Returning to the house, they found in front of it the mules laden and the horses saddled for the journey. Observing that Moodie looked particularly rueful this morning, Lady Mabel asked him what was the matter, and he admitted that he was very unwell. "But with bad food and worse water, loss of sleep and worry of mind, a man soon gets worn out in this unhappy country; You, my lady, look jaded enough, too."
 
"Oh, never mind my looks," she answered. "I feel perfectly well, and can travel on until I get tanned as brown as these Moorish girls. But I am afraid Moodie, you are paying the penalty for last night's insult to the patron saint of the house. Some saints are at times a little revengeful, and your troubled mind and aching body you may owe to him. Pray take the earliest opportunity to make amends."
 
"Who is the offended saint?" asked Mrs.

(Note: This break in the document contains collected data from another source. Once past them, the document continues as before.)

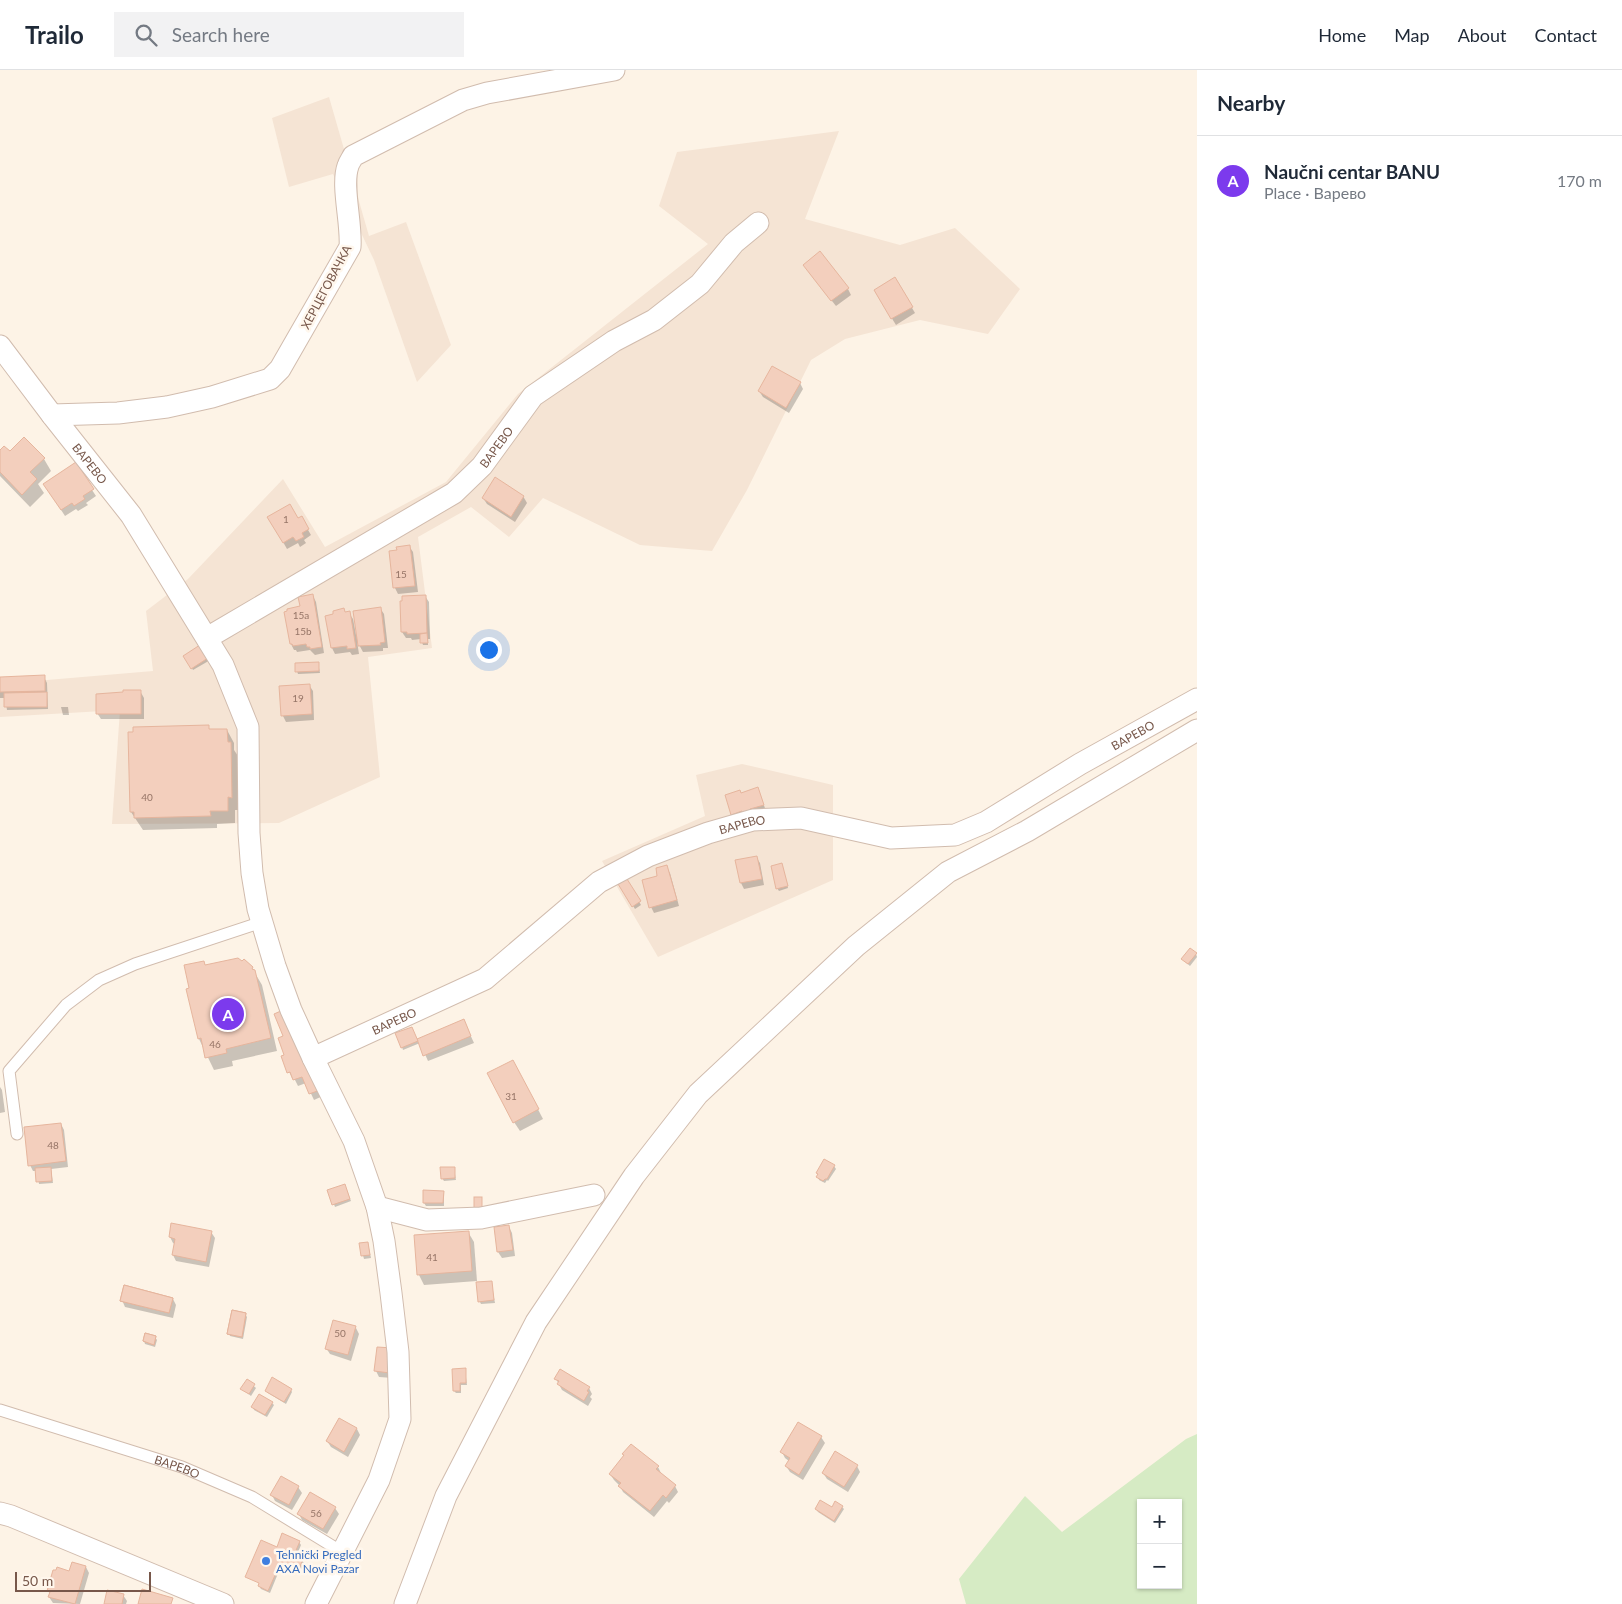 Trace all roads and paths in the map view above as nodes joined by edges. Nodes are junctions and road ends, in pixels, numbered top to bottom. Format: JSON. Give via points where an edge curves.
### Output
{"nodes":[{"id":1,"x":614,"y":70,"type":"edge"},
{"id":2,"x":758,"y":223,"type":"dead end"},
{"id":3,"x":0,"y":346,"type":"edge"},
{"id":4,"x":52,"y":415,"type":"junction"},
{"id":5,"x":207,"y":638,"type":"junction"},
{"id":6,"x":1197,"y":699,"type":"edge"},
{"id":7,"x":1197,"y":730,"type":"edge"},
{"id":8,"x":986,"y":822,"type":"junction"},
{"id":9,"x":994,"y":848,"type":"junction"},
{"id":10,"x":262,"y":922,"type":"junction"},
{"id":11,"x":313,"y":1058,"type":"junction"},
{"id":12,"x":17,"y":1134,"type":"dead end"},
{"id":13,"x":594,"y":1195,"type":"dead end"},
{"id":14,"x":377,"y":1207,"type":"junction"},
{"id":15,"x":0,"y":1410,"type":"edge"},
{"id":16,"x":0,"y":1513,"type":"edge"},
{"id":17,"x":342,"y":1552,"type":"junction"},
{"id":18,"x":223,"y":1604,"type":"edge"},
{"id":19,"x":316,"y":1604,"type":"edge"},
{"id":20,"x":405,"y":1604,"type":"edge"}],
"edges":[{"from":1,"to":4,"type":"street","name":"ХЕРЦЕГОВАЧКА","via":[[462,100],[354,156],[347,166],[345,182],[350,247],[280,369],[270,378],[212,397],[167,407],[118,413]]},
{"from":2,"to":5,"type":"street","name":"ВАРЕВО","via":[[734,243],[700,284],[654,320],[614,341],[533,396],[482,466],[454,493]]},
{"from":3,"to":4,"type":"street"},
{"from":4,"to":5,"type":"street","name":"ВАРЕВО","via":[[131,515]]},
{"from":5,"to":10,"type":"street","name":"ВАРЕВО","via":[[248,727],[252,865]]},
{"from":6,"to":8,"type":"street","name":"ВАРЕВО","via":[[1080,764]]},
{"from":7,"to":9,"type":"street"},
{"from":8,"to":9,"type":"street"},
{"from":8,"to":11,"type":"street","name":"ВАРЕВО","via":[[955,835],[890,838],[802,818],[753,820],[708,833],[648,856],[599,882],[485,979]]},
{"from":9,"to":20,"type":"street","via":[[948,872],[856,946],[698,1094],[634,1176],[536,1322],[446,1496]]},
{"from":10,"to":11,"type":"street","name":"ВАРЕВО","via":[[288,1001]]},
{"from":10,"to":12,"type":"lane","via":[[135,964],[99,980],[66,1005],[9,1070]]},
{"from":11,"to":14,"type":"street","name":"ВАРЕВО","via":[[354,1141]]},
{"from":13,"to":14,"type":"street","via":[[481,1218],[428,1220]]},
{"from":14,"to":17,"type":"street","name":"ВАРЕВО","via":[[398,1352],[400,1419],[379,1480]]},
{"from":15,"to":17,"type":"lane","name":"ВАРЕВО","via":[[182,1467],[252,1497]]},
{"from":16,"to":18,"type":"street"},
{"from":17,"to":19,"type":"street","name":"ВАРЕВО"}]} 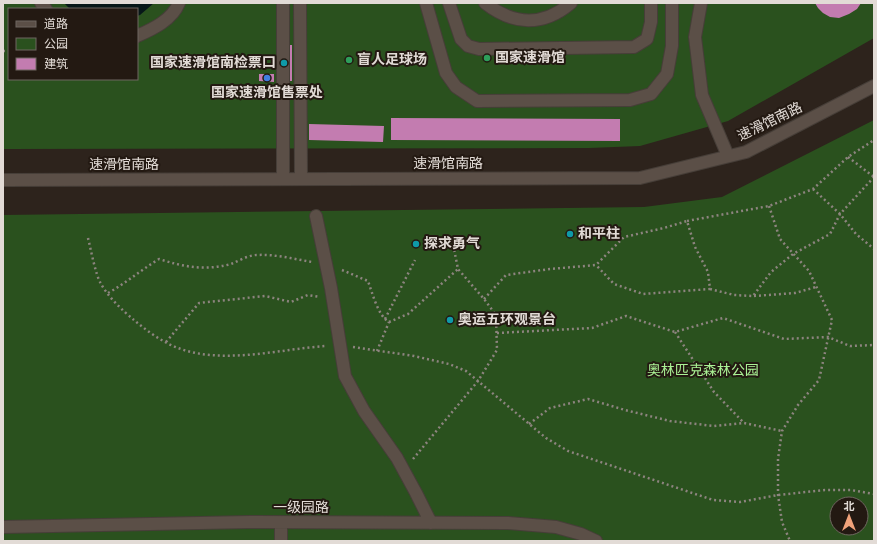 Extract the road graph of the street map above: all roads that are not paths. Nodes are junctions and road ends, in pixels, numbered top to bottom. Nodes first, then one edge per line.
1 (179, 3) edge
2 (283, 3) edge
3 (300, 3) edge
4 (426, 3) edge
5 (485, 3) edge
6 (570, 3) edge
7 (651, 3) edge
8 (672, 3) edge
9 (701, 3) edge
10 (450, 5) edge
11 (138, 36) edge
12 (874, 86) edge
13 (728, 156) junction
14 (283, 179) junction
15 (301, 179) junction
16 (3, 180) edge
17 (316, 216) dead end
18 (281, 523) junction
19 (430, 523) junction
20 (3, 527) edge
21 (281, 541) edge
22 (596, 541) edge

1 - 11 street
2 - 14 street
3 - 15 street
4 - 8 street
5 - 6 street
7 - 10 street
9 - 13 street
12 - 13 street, 速滑馆南路
13 - 15 street, 速滑馆南路
14 - 15 street, 速滑馆南路
14 - 16 street, 速滑馆南路
17 - 19 street
18 - 19 street, 一级园路
18 - 20 street, 一级园路
18 - 21 street
19 - 22 street, 一级园路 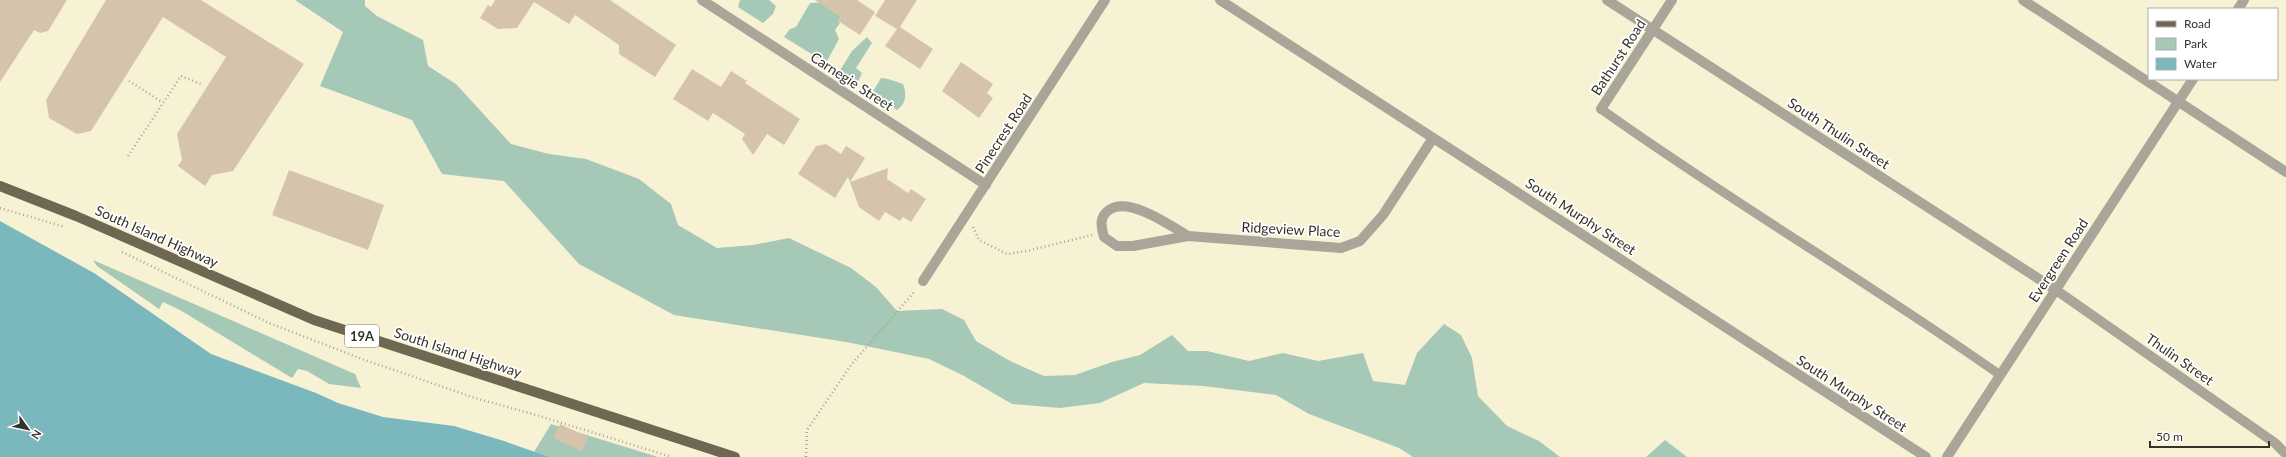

Shortridge.
 
"I suppose," said Lady Mabel, "it is St. Meliboeus, the patron saint of bees and honey."
 
"Take care," said L'Isle, laughing. "You are usurping the Pope's function, and adding a new name to the calender."
 
"But what shall we do for Moodie?" she asked. "Whether stricken by the saint or not, something must be done to relieve him."
 
"Your saint had nothing to do with my sickness," said Moodie, angrily. "I was unwell yesterday, though I did not complain. I am sure I was poisoned by that rascally innkeeper at Evora, with some trash he called wine, which was nothing but drugged vinegar."
 
"If bad wine has poisoned you, good wine is the only antidote," said L'Isle, and bidding his servant bring a cup and bottle from the hamper, he persuaded Moodie to try the remedy.
 
Moodie tasted it with some hesitation, but the wine was excellent, and in truth, just what he stood in need of. On being urged, he took a good draught, and at L'Isle's suggestion, stowed away the bottle in his valise for future reference.
 
Their host would receive but a small remuneration for the well timed hospitality he had afforded the travelers. But the ladies had selected sundry spare articles from their wardrobe, and delighted his daughters with the gift of finery, such as they had never possessed before. As L'Isle was turning to ride off, the farmer said, with a courteous air: "When you or any friend of yours come this way, pray remember, sir, you have a poor house here, always at your command."